There was a sound of splintering wood and tearing fabric as the lower plane veered up into the one Kennedy was suspended from. Both planes went into a dive as the lower plane’s propeller began to chew into the wing of the upper plane.

Luckily for Kennedy, air resistance had pushed his body away from the point of impact. But he was most uncomfortably close. “I hauled my legs up when the propeller of the other plane moved toward me,” he remembers. “Then I just shut my eyes and held on tight.” He doesn’t recall any ruminations about the afterlife.

 

All this time Willat, who knew a good action scene when he saw one, was cranking away steadily from the third plane. He caught the entire collision and the start of what looked like a fatal crash as the two Canucks spun earthward with Kennedy flying at the end of the rope like the tail on a doomed kite.

By an extraordinary piece of luck the two planes separated about 1,200 feet above the ground, and both pilots somehow managed to glide to crash landings. Kennedy, still dangling at the end of the rope with his eyes closed, was slapped roughly into the earth of a newly plowed bean field. Apparently the angle and the speed were not too severe, for he was able to cling to the rope for a considerable distance although dragged along the ground. Except for bruises and scratches, he got up intact. Thompson’s plane flipped over, but he, too, was basically unhurt. Soon other members of the movie crew came driving up, and everybody posed happily for pictures. Everybody, that is, except Houdini, who was busy elsewhere.

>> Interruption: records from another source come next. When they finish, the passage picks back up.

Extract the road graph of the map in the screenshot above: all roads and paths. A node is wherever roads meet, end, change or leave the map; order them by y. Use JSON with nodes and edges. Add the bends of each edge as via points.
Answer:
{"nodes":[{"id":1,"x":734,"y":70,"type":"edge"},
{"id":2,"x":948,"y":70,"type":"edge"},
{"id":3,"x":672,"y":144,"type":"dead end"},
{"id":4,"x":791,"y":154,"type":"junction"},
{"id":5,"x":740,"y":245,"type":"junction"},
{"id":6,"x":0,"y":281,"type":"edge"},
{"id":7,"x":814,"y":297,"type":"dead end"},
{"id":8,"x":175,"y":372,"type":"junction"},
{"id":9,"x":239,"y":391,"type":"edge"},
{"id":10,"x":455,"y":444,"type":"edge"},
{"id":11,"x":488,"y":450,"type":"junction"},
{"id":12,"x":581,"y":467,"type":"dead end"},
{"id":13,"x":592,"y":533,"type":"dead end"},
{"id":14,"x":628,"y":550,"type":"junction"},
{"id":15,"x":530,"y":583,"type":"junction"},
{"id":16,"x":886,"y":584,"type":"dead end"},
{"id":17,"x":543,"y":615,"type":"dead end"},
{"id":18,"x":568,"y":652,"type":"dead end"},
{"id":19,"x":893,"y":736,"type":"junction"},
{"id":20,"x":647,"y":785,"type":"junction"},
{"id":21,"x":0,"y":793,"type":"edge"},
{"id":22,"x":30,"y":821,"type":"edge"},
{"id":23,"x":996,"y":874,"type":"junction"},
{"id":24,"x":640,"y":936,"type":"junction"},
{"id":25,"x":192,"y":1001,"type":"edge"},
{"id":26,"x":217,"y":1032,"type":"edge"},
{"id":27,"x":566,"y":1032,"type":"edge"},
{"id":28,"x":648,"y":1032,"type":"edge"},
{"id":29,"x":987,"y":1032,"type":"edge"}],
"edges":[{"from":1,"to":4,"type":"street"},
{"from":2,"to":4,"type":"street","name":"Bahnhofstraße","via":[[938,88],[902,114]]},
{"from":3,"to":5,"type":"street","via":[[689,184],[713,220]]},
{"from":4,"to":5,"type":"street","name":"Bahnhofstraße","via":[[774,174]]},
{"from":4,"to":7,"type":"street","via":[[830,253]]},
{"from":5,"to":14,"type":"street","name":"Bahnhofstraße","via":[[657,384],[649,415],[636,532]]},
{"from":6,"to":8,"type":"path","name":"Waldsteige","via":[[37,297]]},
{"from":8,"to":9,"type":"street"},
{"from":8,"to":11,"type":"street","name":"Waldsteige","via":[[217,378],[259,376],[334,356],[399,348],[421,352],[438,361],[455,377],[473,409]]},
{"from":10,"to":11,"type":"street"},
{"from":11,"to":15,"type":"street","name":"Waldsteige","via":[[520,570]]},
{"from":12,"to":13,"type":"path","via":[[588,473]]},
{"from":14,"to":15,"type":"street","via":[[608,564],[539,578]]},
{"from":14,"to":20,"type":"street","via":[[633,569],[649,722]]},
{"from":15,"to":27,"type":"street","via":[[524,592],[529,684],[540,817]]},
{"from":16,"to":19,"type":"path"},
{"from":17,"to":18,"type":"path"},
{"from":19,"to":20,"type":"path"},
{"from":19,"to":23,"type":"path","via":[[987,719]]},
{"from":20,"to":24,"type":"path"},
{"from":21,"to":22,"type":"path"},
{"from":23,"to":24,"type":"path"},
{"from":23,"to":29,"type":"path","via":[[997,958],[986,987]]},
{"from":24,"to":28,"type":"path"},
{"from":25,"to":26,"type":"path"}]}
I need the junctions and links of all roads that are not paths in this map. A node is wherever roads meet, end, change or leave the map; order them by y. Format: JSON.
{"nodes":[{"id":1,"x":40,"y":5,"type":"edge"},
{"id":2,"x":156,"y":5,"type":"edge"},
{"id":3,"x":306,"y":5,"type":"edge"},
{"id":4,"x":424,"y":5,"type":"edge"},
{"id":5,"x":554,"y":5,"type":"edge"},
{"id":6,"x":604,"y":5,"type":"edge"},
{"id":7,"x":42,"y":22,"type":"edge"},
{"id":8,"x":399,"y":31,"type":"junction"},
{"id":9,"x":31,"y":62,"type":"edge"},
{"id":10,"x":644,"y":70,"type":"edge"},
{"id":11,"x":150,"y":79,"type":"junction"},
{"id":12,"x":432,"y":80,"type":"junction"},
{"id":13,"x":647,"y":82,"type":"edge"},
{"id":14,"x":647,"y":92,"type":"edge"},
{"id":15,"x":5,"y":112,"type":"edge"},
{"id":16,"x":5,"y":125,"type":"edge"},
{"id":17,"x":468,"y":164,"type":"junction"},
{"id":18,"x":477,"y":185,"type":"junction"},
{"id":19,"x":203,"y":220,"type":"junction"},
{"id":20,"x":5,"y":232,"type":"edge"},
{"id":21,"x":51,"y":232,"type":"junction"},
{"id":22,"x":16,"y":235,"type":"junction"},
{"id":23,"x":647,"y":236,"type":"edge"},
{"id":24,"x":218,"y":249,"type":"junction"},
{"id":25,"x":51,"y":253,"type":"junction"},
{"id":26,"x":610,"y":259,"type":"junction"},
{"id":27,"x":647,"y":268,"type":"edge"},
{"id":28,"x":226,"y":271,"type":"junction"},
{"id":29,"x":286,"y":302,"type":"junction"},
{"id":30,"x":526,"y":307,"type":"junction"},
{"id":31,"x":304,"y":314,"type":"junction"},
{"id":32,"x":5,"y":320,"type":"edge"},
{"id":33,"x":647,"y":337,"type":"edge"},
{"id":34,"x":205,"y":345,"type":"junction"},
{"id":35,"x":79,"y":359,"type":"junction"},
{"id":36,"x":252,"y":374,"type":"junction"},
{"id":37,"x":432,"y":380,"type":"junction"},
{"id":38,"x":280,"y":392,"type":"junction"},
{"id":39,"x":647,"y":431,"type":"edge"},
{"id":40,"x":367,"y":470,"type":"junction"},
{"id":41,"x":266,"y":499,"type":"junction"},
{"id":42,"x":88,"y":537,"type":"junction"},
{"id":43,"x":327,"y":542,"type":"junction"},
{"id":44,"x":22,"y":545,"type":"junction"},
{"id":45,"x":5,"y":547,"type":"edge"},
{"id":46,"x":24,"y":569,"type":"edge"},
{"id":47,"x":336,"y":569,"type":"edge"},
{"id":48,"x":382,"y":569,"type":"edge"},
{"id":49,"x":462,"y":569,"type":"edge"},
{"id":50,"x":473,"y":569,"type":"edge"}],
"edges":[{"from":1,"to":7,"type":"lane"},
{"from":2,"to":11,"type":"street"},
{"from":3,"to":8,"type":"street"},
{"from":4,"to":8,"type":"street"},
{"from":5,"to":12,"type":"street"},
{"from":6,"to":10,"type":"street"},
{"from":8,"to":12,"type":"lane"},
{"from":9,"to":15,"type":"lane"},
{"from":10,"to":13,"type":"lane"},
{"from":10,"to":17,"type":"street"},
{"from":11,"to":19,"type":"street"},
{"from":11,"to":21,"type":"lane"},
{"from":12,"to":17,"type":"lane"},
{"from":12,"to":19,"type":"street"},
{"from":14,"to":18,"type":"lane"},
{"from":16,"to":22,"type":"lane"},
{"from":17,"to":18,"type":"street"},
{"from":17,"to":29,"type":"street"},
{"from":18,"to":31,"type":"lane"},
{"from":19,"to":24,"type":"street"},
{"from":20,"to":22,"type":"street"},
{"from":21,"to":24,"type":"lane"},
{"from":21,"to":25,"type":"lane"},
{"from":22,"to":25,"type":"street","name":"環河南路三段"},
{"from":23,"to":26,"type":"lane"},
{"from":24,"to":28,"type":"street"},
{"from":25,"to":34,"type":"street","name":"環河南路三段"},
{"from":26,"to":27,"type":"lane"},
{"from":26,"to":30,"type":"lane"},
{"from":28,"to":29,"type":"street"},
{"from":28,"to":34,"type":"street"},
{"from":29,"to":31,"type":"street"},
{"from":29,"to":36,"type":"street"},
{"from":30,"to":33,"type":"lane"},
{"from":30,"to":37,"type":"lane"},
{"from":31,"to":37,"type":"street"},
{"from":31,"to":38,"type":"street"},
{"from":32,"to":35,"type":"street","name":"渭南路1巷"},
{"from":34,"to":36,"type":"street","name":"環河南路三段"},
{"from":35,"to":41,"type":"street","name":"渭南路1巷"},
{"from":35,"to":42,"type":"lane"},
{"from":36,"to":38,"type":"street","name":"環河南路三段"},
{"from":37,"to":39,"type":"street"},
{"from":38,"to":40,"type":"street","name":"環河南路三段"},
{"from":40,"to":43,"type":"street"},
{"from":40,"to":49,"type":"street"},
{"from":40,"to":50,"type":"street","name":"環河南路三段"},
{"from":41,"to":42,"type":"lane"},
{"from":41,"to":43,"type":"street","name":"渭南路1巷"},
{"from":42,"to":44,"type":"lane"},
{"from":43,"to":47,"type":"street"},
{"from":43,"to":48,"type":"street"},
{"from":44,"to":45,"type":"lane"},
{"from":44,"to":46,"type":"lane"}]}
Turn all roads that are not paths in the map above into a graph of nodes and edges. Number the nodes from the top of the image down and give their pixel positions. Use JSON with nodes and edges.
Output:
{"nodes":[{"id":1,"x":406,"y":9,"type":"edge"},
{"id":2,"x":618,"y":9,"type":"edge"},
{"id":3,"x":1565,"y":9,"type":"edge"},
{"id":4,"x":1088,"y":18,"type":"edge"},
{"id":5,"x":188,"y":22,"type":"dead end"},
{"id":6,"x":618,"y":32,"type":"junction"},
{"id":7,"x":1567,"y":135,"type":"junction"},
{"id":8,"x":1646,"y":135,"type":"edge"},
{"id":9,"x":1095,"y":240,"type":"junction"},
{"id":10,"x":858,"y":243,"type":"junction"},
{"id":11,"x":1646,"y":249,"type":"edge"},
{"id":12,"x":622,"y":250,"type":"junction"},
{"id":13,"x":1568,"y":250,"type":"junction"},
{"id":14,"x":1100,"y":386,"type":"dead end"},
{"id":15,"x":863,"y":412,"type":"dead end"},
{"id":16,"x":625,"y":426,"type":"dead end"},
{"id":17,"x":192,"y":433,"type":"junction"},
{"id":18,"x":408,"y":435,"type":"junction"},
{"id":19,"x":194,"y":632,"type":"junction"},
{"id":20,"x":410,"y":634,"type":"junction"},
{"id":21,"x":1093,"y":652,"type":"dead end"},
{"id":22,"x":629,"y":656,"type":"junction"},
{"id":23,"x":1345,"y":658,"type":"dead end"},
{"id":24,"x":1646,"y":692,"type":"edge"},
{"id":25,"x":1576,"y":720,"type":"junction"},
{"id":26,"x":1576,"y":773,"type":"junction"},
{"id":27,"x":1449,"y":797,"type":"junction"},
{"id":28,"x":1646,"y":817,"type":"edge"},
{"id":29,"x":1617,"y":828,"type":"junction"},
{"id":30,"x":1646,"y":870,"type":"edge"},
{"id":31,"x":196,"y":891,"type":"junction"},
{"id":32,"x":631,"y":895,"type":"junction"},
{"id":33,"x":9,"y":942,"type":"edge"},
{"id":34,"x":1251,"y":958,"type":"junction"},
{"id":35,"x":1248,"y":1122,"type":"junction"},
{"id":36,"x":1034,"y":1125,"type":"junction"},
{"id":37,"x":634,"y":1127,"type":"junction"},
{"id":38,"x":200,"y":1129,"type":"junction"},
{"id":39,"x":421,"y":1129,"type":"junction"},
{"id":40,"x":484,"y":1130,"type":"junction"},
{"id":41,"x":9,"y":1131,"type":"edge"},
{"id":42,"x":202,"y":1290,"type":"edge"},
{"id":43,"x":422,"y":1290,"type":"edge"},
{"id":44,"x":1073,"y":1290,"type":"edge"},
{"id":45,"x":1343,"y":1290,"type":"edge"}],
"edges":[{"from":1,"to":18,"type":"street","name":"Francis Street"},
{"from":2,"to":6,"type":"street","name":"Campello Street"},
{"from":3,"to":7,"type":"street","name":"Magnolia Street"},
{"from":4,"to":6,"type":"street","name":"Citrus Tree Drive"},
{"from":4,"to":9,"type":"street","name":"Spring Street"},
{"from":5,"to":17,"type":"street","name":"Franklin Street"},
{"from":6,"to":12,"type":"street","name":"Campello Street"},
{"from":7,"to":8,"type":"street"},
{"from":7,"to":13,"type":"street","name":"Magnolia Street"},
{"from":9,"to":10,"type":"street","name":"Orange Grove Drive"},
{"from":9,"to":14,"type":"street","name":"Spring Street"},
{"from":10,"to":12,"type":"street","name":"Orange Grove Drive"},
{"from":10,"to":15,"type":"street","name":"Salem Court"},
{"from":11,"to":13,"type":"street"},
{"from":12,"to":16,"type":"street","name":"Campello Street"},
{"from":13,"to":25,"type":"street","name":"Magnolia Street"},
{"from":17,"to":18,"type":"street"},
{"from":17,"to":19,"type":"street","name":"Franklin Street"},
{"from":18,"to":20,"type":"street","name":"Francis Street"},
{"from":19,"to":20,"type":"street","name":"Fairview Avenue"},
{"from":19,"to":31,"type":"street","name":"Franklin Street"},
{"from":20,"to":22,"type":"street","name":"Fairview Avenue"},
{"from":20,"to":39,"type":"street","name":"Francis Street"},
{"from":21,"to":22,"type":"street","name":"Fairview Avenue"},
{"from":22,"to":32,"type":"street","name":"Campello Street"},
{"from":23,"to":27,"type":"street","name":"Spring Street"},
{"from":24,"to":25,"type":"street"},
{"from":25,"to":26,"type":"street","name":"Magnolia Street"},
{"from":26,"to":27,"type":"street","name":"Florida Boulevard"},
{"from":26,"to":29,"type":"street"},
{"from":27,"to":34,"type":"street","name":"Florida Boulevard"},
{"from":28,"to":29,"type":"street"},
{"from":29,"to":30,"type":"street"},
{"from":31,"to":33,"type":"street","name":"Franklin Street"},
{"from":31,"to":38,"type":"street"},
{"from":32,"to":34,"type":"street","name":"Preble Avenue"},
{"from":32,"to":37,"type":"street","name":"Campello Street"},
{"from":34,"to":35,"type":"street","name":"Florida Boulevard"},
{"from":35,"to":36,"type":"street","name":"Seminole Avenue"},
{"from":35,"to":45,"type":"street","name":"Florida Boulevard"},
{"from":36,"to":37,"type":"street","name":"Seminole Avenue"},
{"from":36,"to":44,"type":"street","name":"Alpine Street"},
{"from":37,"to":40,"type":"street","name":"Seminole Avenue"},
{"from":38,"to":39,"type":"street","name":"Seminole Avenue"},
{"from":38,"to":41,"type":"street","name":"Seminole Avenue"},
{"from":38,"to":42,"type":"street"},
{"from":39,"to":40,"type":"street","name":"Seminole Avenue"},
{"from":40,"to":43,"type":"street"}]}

Willat saw to it that the movie script was rewritten to take in the collision, and The Grim Game was finished accordingly. It was a box-office success in 1919, and Houdini made a point of offering a thousand dollars to “anyone who can prove the aeroplane crash in the movie is not genuine!” Nobody ever collected the thousand, although it has sometimes occurred to Robert Kennedy, who now lives in Anaheim, that maybe he was entitled to it.